Stan paused. "... Good point."

He plopped his little butt on his couch and turned on the TV. Kyle joined him. Stan was flipping through when he noticed an interesting new report. He stopped.

_"Fresh new indie film 'As the Rose Pedal Falls' as been acclaimed one of the best movies of the summer."_ The news anchor, Jock Fullaballs reported. _"Critics all over North America are raving. Some say it may have the ability to stand up against other films of its type such as 'Juno,' and 'The Savages.' Could this be the new blockbuster that overcomes 'Dark Knight?' Find out more at 11."_

"I can't believe it!" Stan shouted chucking his remote to the ground.

"What a load of bull shit!" Kyle agreed. Cartman ran in.

"You guys!" He shouted running in, closing the door behind him, out of breath. "Did you see the news?!"

"Yeah, we... did, Cartman." Stan said. "But... You did to? ... from your house? ... just now?"

"No, I was watching through the window."

Kyle leaned in towards Stan. "You know you're a creeper when."

They laughed.

"EH!"

Kenny followed through the door. "Let's get started before the sun goes down!"

"Kenny's right," Stan agreed. "The darker it gets, the colder it gets. Let's go."

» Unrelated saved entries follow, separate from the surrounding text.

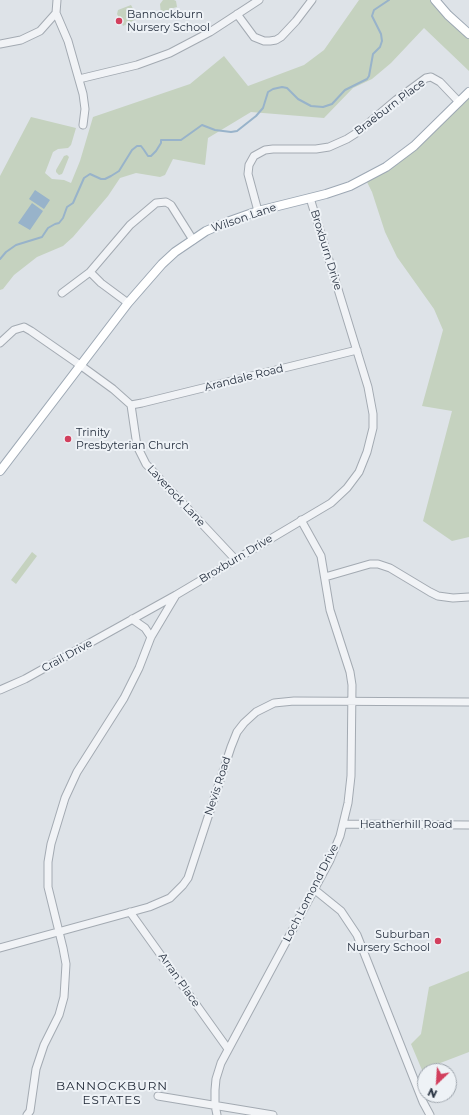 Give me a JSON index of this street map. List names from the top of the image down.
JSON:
{
  "streets": {
    "main road": ["Wilson Lane"],
    "street": [
      "Braeburn Place",
      "Broxburn Drive",
      "Arandale Road",
      "Laverock Lane",
      "Crail Drive",
      "Nevis Road",
      "Heatherhill Road",
      "Loch Lomond Drive",
      "Arran Place"
    ]
  },
  "crossings": [
    ["Braeburn Place", "Wilson Lane"],
    ["Wilson Lane", "Broxburn Drive"],
    ["Broxburn Drive", "Arandale Road"],
    ["Broxburn Drive", "Laverock Lane"],
    ["Broxburn Drive", "Crail Drive"],
    ["Broxburn Drive", "Nevis Road"],
    ["Broxburn Drive", "Loch Lomond Drive"],
    ["Arandale Road", "Laverock Lane"],
    ["Nevis Road", "Loch Lomond Drive"],
    ["Nevis Road", "Arran Place"],
    ["Heatherhill Road", "Loch Lomond Drive"],
    ["Loch Lomond Drive", "Arran Place"]
  ],
  "districts": ["BANNOCKBURN ESTATES"],
  "places": ["Bannockburn Nursery School", "Trinity Presbyterian Church", "Suburban Nursery School"],
  "north": "bottom left"
} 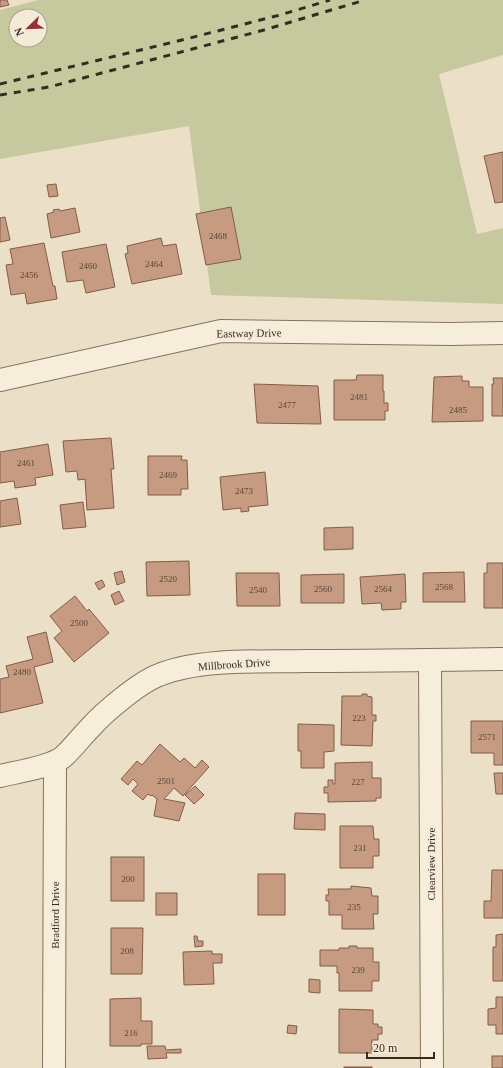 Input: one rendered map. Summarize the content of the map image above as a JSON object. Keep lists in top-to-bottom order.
{
  "streets": {
    "street": [
      "Eastway Drive",
      "Millbrook Drive",
      "Clearview Drive",
      "Bradford Drive"
    ]
  },
  "crossings": [
    ["Millbrook Drive", "Clearview Drive"],
    ["Millbrook Drive", "Bradford Drive"]
  ],
  "house_numbers": [
    "2468",
    "2464",
    "2460",
    "2456",
    "2481",
    "2477",
    "2485",
    "2461",
    "2469",
    "2473",
    "2520",
    "2568",
    "2560",
    "2564",
    "2540",
    "2500",
    "2480",
    "223",
    "2571",
    "2501",
    "227",
    "231",
    "200",
    "235",
    "208",
    "239",
    "216"
  ],
  "scale_bar": "20 m",
  "north": "bottom left"
} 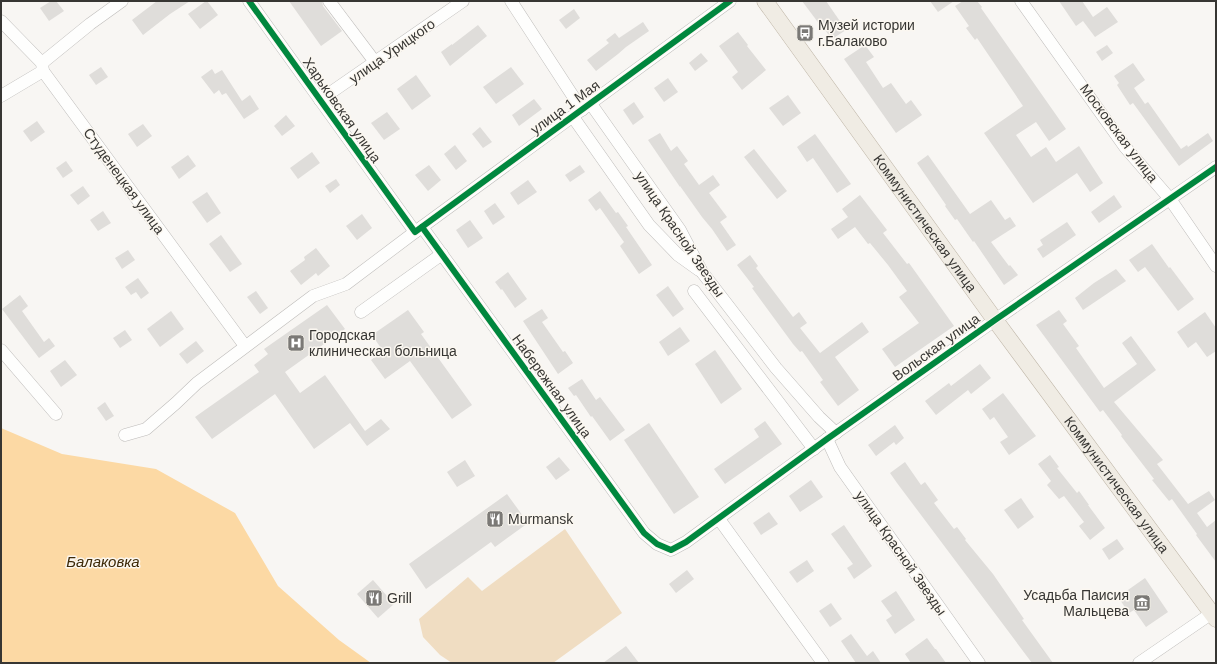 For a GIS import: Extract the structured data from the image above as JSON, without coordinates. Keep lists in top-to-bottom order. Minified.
{"streets":{"main road":["Коммунистическая улица"],"street":["улица Урицкого","улица 1 Мая","Харьковская улица","Московская улица","Студенецкая улица","улица Красной Звезды","Вольская улица","Набережная улица"]},"crossings":[["улица Урицкого","Харьковская улица"],["улица 1 Мая","Харьковская улица"],["улица 1 Мая","Студенецкая улица"],["улица 1 Мая","улица Красной Звезды"],["улица 1 Мая","Набережная улица"],["Харьковская улица","Набережная улица"],["Московская улица","Вольская улица"],["Коммунистическая улица","Вольская улица"],["улица Красной Звезды","Вольская улица"],["Вольская улица","Набережная улица"]],"water":["Балаковка"],"places":{"bus stop":["Музей истории г.Балаково"],"hospital":["Городская клиническая больница"],"restaurant":["Murmansk","Grill"],"museum":["Усадьба Паисия Мальцева"]}} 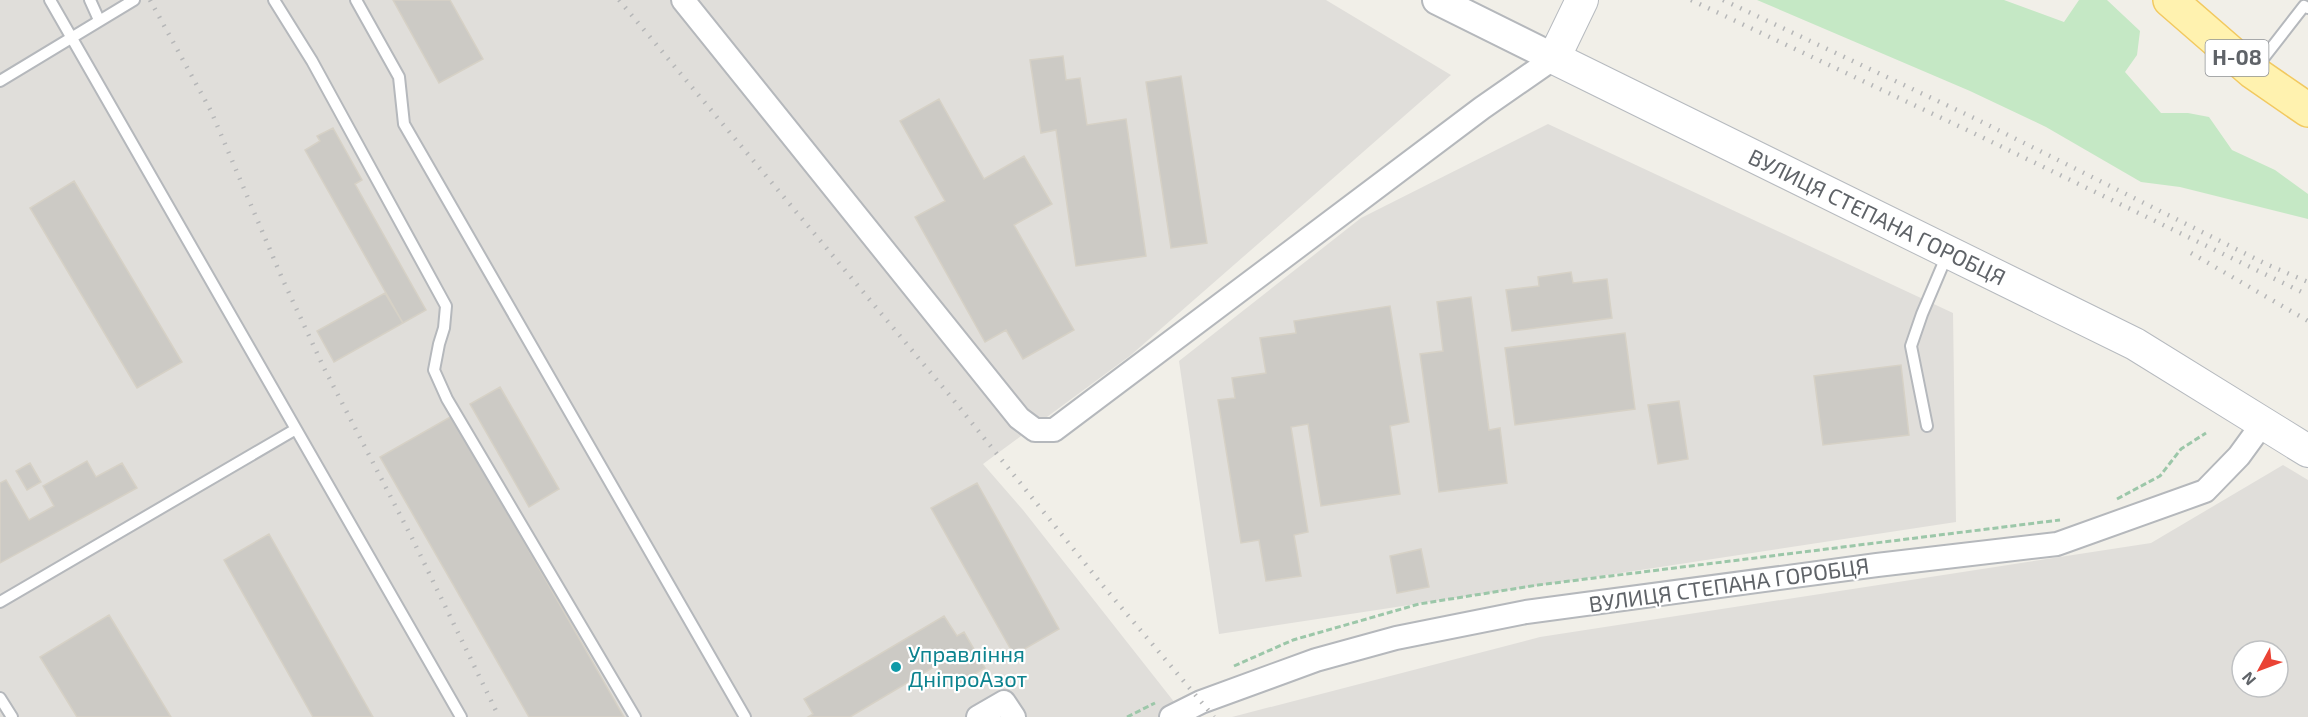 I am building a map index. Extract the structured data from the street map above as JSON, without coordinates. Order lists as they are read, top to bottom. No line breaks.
{"streets":{"main road":["Н-08","ВУЛИЦЯ СТЕПАНА ГОРОБЦЯ"]},"places":["Управління ДніпроАзот"],"north":"bottom left"}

The boys ran outside and into a forest. All the trees are dead. Dead trees dramatic effect. But the thing was, the boys couldn't make it too indie film-ish, or else even THEY wouldn't enjoy it. The stood there waiting for Stan to tell them what to do.

"Okay," Stan began. "Here's what we're going to do. The scene is going to open up with... umm..." He thought, putting his index finger on his chin, looking at the slushy snow as if their next instruction were hidding in the icy liquid mix.

"Yes?" Kyle urged on.

"Um..."

"Dude, didn't you write the script?"

"Yeah, I did." He said pulling it out. "It's right here."

"Ugh, _this_ is why white boys write the script and not direct!" Cartman complained. "I vote Kyle to direct!"

Kyle turned to Eric, not insulted, but almost flattered. "Why?" he asked.

"Well, I'm sure you got that Steven Spielberg blood in you, or something."

"Godammit, Cartman!" Kyle shouted. "I am not blood related to Steven friggen Spielberg!"

"Well, Stan sure as hell can't do it."

"Then _you_ do it! I don't wanna be a director!"

"Me?"

"Yeah!"

Stan stepped in. "Whoa, whoa, whoa, guys, I don't wanna be in front of that camera."

"Why not, dude?" asked Kyle

"I'm... Well, I'm not really camera friendly."

They, of course, had no idea what exactly 'camera friendly' meant. Kenny shrugged and began to set up the tripod.

"What do you mean 'camera friendly'?" Kyle asked.

"I can't act, dude, I completly suck!"

"You mean like Kyle does at sucking weiner?" Eric asked.

"Shut up, Cartman!!"

Stan pleaded. "Come on, dude. You can't let me go in front of that camera. I'll ruin the whole film!"

"Okay, okay. You can direct, okay? Frankly I don't care."

"Kay, thanks." He looked out to his cast and crew of three. "Alright, guys, let's start this thing!"

Stan reached into his back pack and began pulling out lots of paper. Each page scribbled with ideas and characters and bios and whatnot. He handed out everyone what they needed. "Okay, everyone look it over and tell me what you think."

"This script is pretty solid," Kyle complimented.

"Thanks."

"EH!" Cartman shouted. "How come my character's bio reads 'enormously fat loud mouth scalper'?"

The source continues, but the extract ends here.